- Aim of the task
Pictures aside, print all of the data below exactly as written.

- Source information
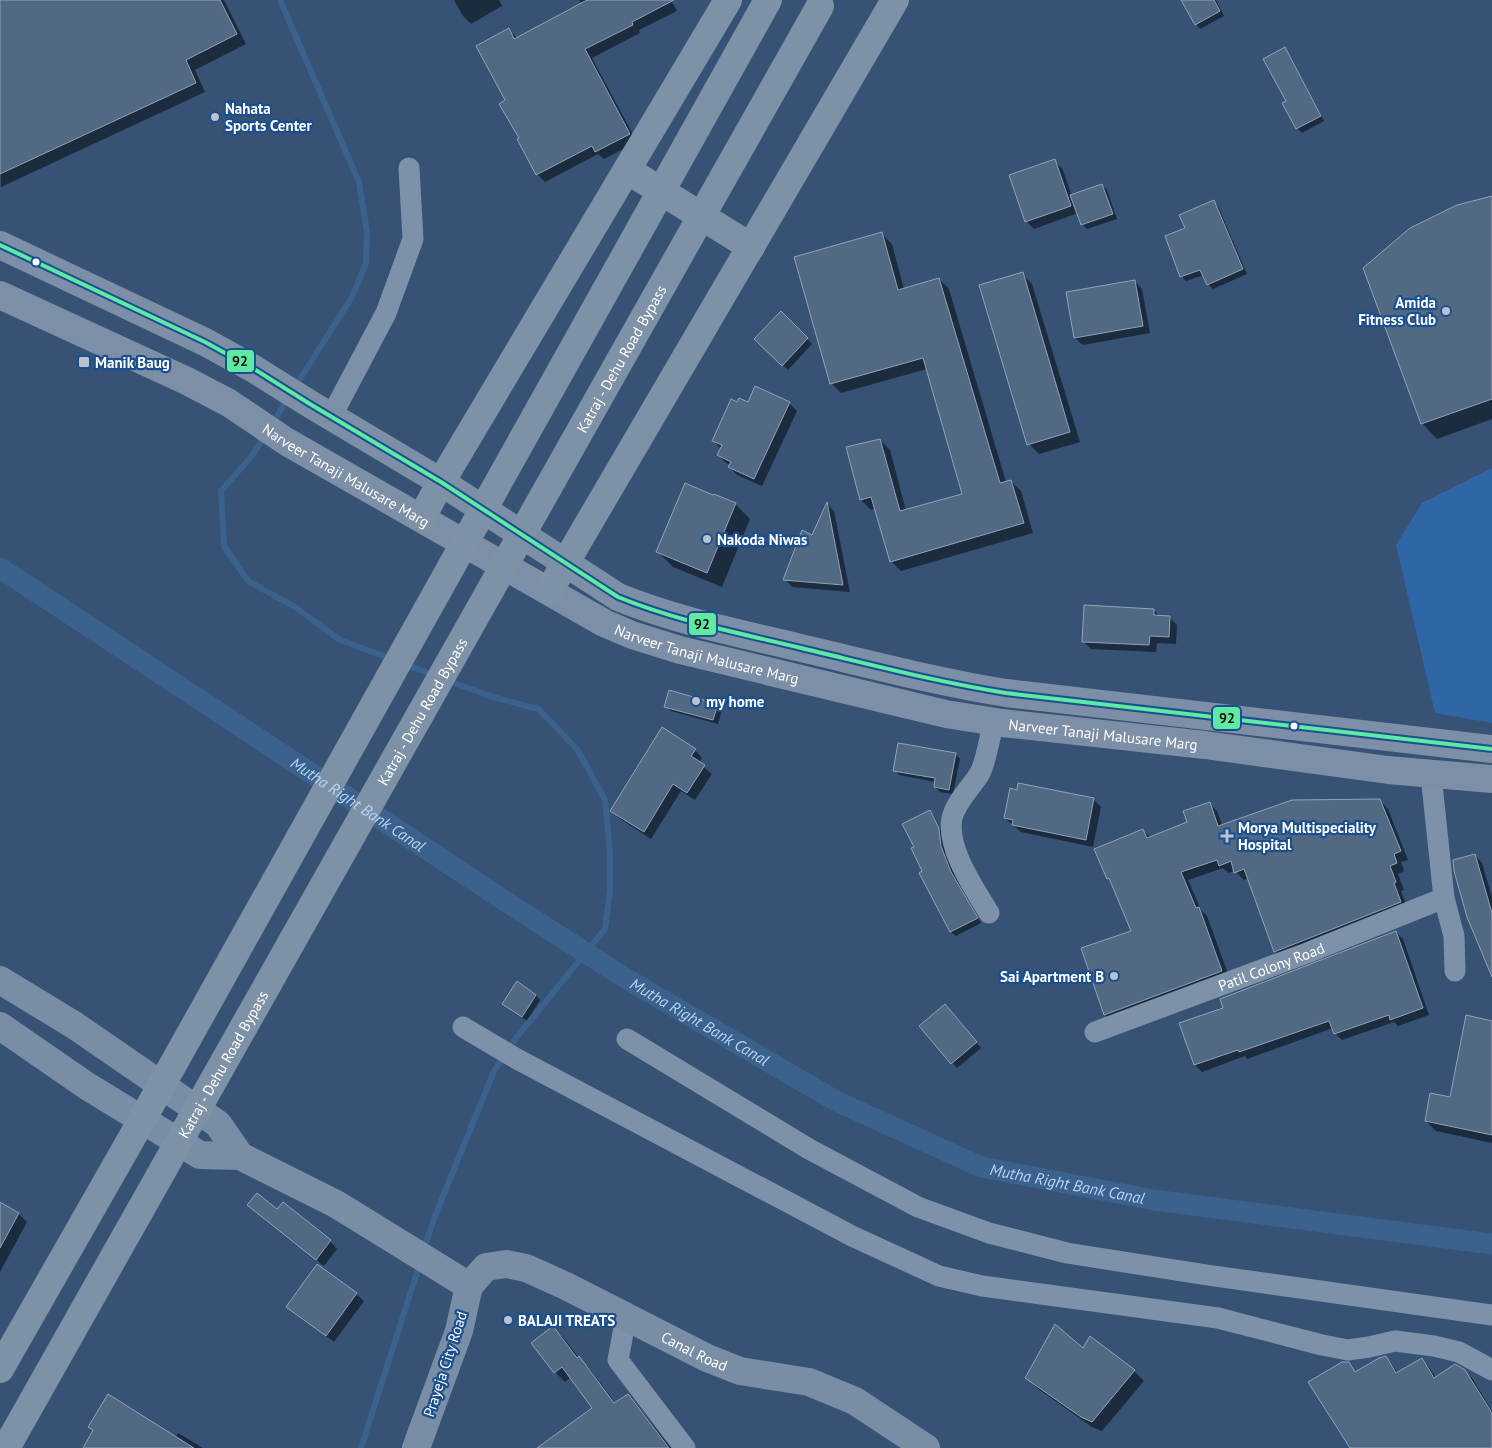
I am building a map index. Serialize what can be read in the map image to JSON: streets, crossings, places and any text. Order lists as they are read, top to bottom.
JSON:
{
  "streets": {
    "highway": ["Katraj - Dehu Road Bypass"],
    "main road": ["Narveer Tanaji Malusare Marg"],
    "street": ["Patil Colony Road", "Canal Road", "Prayeja City Road"]
  },
  "crossings": [
    ["Canal Road", "Prayeja City Road"]
  ],
  "water": ["Mutha Right Bank Canal"],
  "places": {
    "other": [
      "Nahata Sports Center",
      "Amida Fitness Club",
      "Nakoda Niwas",
      "my home",
      "Sai Apartment B",
      "BALAJI TREATS"
    ],
    "transit": ["Manik Baug"],
    "health": ["Morya Multispeciality Hospital"]
  },
  "lines": ["transit line 92"]
}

- Response to this task
I am building a map index. Serialize what can be read in the map image to JSON: streets, crossings, places and any text. Order lists as they are read, top to bottom.
JSON:
{
  "streets": {
    "highway": ["Katraj - Dehu Road Bypass"],
    "main road": ["Narveer Tanaji Malusare Marg"],
    "street": ["Patil Colony Road", "Canal Road", "Prayeja City Road"]
  },
  "crossings": [
    ["Canal Road", "Prayeja City Road"]
  ],
  "water": ["Mutha Right Bank Canal"],
  "places": {
    "other": [
      "Nahata Sports Center",
      "Amida Fitness Club",
      "Nakoda Niwas",
      "my home",
      "Sai Apartment B",
      "BALAJI TREATS"
    ],
    "transit": ["Manik Baug"],
    "health": ["Morya Multispeciality Hospital"]
  },
  "lines": ["transit line 92"]
}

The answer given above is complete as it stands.